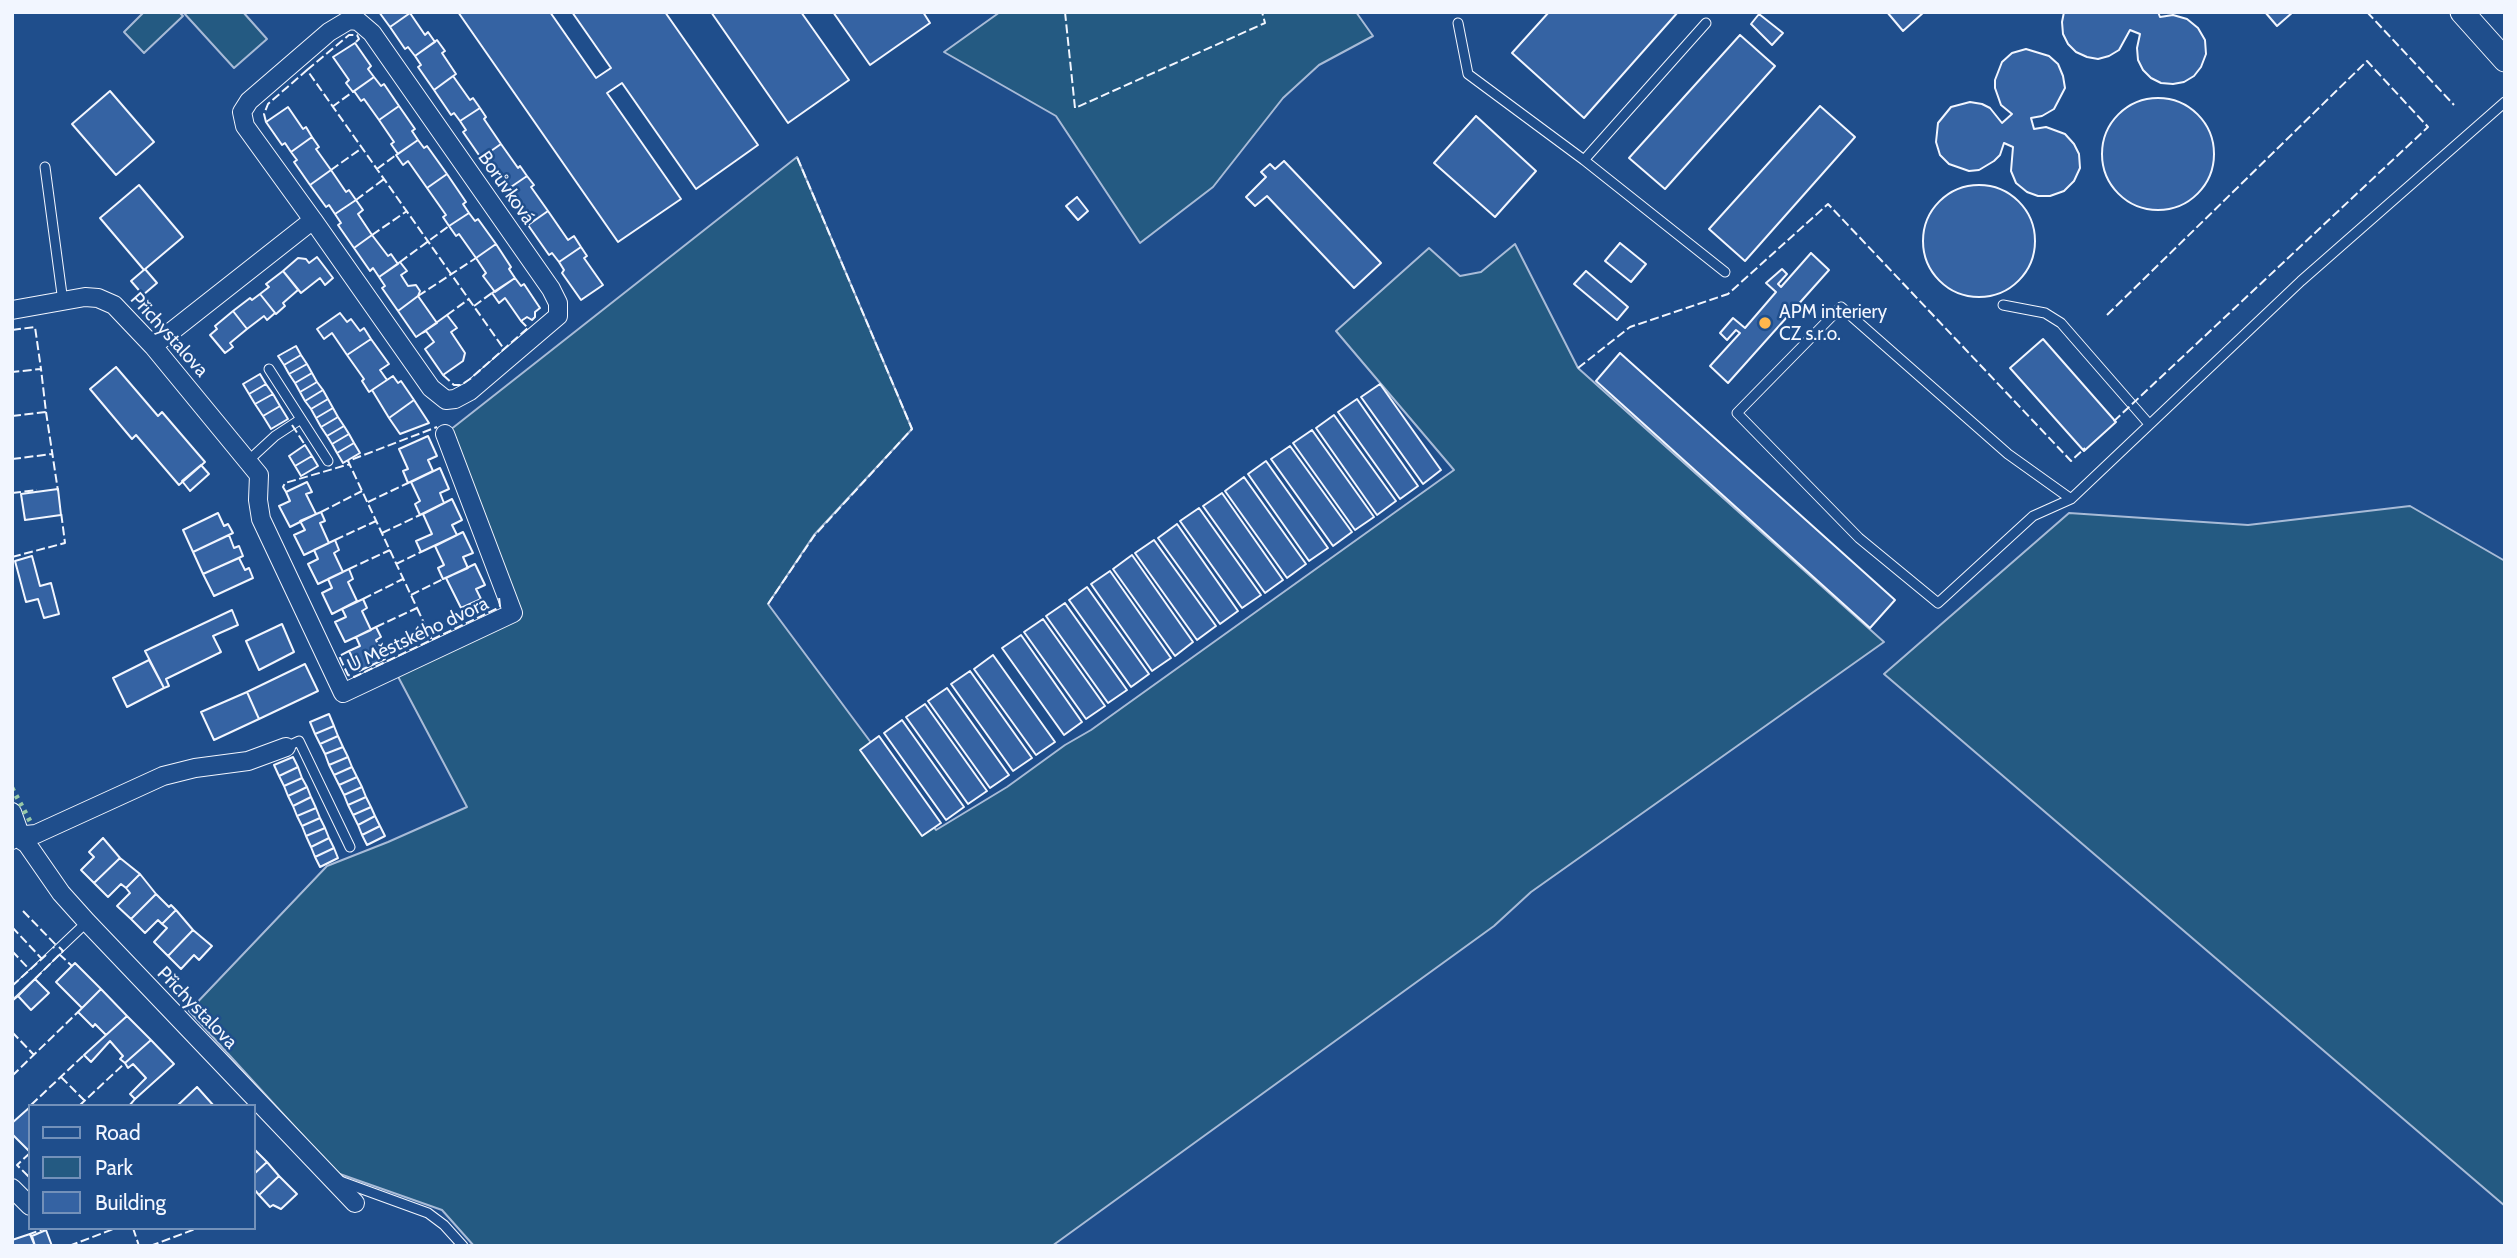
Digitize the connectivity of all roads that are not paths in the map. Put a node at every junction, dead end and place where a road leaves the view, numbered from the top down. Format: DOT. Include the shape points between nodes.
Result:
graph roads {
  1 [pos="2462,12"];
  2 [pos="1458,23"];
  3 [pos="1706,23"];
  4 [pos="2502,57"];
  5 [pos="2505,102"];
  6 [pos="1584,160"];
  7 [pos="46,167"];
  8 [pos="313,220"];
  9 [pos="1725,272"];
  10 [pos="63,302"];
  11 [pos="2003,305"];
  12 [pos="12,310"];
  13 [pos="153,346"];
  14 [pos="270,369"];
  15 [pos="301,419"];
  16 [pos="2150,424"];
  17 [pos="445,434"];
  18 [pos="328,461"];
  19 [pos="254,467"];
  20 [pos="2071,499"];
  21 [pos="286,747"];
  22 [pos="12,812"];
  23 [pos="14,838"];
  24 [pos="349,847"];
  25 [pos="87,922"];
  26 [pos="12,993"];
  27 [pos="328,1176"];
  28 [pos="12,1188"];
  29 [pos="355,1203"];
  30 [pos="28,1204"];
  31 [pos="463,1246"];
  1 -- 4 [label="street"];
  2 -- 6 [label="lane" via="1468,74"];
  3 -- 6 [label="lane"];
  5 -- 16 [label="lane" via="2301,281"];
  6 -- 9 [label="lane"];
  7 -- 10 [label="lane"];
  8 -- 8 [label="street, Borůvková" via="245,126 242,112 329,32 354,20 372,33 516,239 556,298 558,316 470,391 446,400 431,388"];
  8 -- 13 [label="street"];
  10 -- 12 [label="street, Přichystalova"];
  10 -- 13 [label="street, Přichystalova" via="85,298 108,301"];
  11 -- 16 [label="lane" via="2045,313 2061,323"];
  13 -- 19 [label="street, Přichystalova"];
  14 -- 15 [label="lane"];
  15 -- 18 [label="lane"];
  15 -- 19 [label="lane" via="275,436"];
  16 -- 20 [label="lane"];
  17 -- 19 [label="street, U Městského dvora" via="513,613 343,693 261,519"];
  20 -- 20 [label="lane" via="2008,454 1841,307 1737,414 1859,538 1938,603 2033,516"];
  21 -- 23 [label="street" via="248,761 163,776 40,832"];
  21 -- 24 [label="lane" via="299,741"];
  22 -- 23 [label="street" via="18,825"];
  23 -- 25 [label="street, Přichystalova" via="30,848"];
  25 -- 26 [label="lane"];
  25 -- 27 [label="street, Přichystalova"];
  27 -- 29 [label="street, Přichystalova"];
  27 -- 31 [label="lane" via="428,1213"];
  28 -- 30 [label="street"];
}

## TASK OBJECTIVE
Search the material for the word "Přichystalova" and copy each line where it occurs.

## RESULT OF THIS EXERCISE
  10 -- 12 [label="street, Přichystalova"];
  10 -- 13 [label="street, Přichystalova" via="85,298 108,301"];
  13 -- 19 [label="street, Přichystalova"];
  23 -- 25 [label="street, Přichystalova" via="30,848"];
  25 -- 27 [label="street, Přichystalova"];
  27 -- 29 [label="street, Přichystalova"];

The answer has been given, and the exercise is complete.